“To this day I am asking myself this question. It was the moment when the administration contemplated what to do with us: whether to let us go, or write to our school. I ended up with criminal prosecution which was the case of only several tenths out of the hundreds who were detained. Was it because that captain recognized me and told it to the policeman who arrested me? Was it because my parents did not have a favorable Party profile? Because my father was active in 1968? Was it because I was so terribly young? All of these reasons were probably relevant – the younger, the more they should be punished. So they brought us to the building across the road, where we had to stand again. While the policemen in here were from the emergency regiment, those policemen in there were even more brutal – mentally and verbally brutal. ‘Look at him, those saviors of the nation…’ Nation was their favorite word. We received a lot of such ridiculing, it was stupid and evil. Obviously, we were afraid. They took our pictures in there and lead us out into a prison van, a blue Avia, where normal policemen were guarding us. Their eyes were different, so were their facial expressions. I am not saying that normal, they served the communist regime, but they themselves were normal.”
“So we went on strike and this was the most peculiar and greatest time of my life. Never again did I feel that I did something as important. Only after my son was born, time to time when I provide him with some information, I feel that I am doing something more important. Until then I didn’t feel that way. From the perspective of a long-term and public activity I may still be working in the TV for years to come but never again will I be doing something quite as important for the country, for the society, for the feeling that I do something important, having the feeling that with a small fragment I had contributed to a great thing.
“A bus appeared. We were wondering where was it about to go because we didn’t know. The other people waved at us because they got the point and saw policemen sitting in the front, and a police number. When we turned towards Národní třída and then left, I realized that this was the better option, that they wouldn’t drive us somewhere behind Prague. Bartolomějská street, then to the right, some of those buildings, third floor. Two hours of standing at attention with our hands on the wall. We had to keep them like this, precisely at the edge of the enamel. Whenever someone turned back, they would hit him with a baton. This was no heroism, it was mere experience. Then they undressed us and checked to make sure we hadn’t anything illegal on us. Then the investigator asked me: ‘What are you up to, boy? Studying? I see grammar school here.’ – ‘Yes, Na Zatlance, Prague 5 district.’ – ‘Well, you are done with your studies now.’ If I was done with my studies, I could at least get dressed again.”

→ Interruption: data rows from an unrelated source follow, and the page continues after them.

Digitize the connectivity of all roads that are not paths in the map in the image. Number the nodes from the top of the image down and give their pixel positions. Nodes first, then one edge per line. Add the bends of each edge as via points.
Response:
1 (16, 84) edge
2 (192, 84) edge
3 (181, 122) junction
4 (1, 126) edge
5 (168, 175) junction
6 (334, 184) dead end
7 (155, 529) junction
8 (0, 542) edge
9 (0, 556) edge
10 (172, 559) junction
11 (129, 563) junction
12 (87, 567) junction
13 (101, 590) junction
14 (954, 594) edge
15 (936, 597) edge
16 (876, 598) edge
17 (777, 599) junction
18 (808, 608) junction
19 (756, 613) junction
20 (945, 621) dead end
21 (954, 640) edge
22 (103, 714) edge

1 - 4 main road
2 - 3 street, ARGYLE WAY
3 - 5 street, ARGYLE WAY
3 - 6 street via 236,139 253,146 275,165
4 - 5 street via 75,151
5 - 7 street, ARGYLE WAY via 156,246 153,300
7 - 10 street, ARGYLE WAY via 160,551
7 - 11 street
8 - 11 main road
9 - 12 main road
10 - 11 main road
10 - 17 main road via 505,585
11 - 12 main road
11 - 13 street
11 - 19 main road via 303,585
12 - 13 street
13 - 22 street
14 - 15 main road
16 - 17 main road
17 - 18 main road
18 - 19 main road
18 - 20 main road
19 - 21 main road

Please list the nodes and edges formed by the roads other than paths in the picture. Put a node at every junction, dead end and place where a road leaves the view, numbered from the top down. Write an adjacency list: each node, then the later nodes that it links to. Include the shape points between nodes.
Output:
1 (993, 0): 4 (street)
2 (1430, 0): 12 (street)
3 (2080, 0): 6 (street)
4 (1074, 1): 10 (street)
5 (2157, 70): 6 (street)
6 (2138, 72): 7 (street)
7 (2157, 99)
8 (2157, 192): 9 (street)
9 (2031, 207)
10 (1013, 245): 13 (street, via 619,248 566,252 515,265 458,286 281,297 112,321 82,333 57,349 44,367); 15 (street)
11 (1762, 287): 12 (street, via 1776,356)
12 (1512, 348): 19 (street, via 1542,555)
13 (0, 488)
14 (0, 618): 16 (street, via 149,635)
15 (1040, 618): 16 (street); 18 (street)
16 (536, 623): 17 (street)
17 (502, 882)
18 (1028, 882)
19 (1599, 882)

“In this atmosphere, my opinions were being formed. When I was about nine years old there was some celebration taking place at Smíchov, near the Soviet tank, probably on the occasion of the Great October Socialist Revolution. I was there with a classmate; we stood there with a bunch of people and waited for something to happen. Suddenly, a yellow-white police car arrived, with a blue and red roof light – having complete right of way – a black GAZ car, and a Tatra 613. Comrade president and secretary general Husák got out of the GAZ, walking to his spot which somebody assigned to him, and which was just next to where we were. I stood there looking around – I knew him from the TV, his picture was in our school, this was Gustáv Husák. Suddenly he began to stroke my hair. I came home with my eyes wide open, not knowing much about it in my nine years of age. My parents were rather disconcerted: ‘Yeah, yeah.’ - ‘Mr. Husák, the president, her caressed me.’ – ‘Well, so he did.’ They did not comment on it much and I of course only understood a couple years later. Not that they would scold me for it but there was some unease about it.”
Jakub Železný was born on 1 July 1973 in Prague. His father Vladimír worked as a journalist. After the 1968 Soviet invasion he had to leave his job at the Czechoslovak TV and instead make a living as an editor of the Technical Magazine. His mother Marta was in 1970 dismissed from the Institute of Sociology of the Czechoslovak Academy of Sciences, later finding a job in the National Library. Jakub Železný finished elementary school in 1987 and continued studying at a grammar school Na Zatlance. On 28 October 1988 he was present at a demonstration celebrating the 70th anniversary of the founding of Czechoslovakia, held at Prague’s Wenceslas Square. On 19 January 1989 he was arrested for his attendance of demonstrations held within the so-called Palach week. Following interrogations and investigation he was criminally charged. However, the prosecutor then proposed punishment in the form of a rebuke, allowing him to continue with his studies. He participated in the students’ march of 17 November 1989, after which he presided the strike committee of his grammar school. He then graduated from the Faculty of Social Sciences, Charles University in Prague and Faculty of Philosophy, Palacký University, Olomouc. At present he works as a radio and television presenter.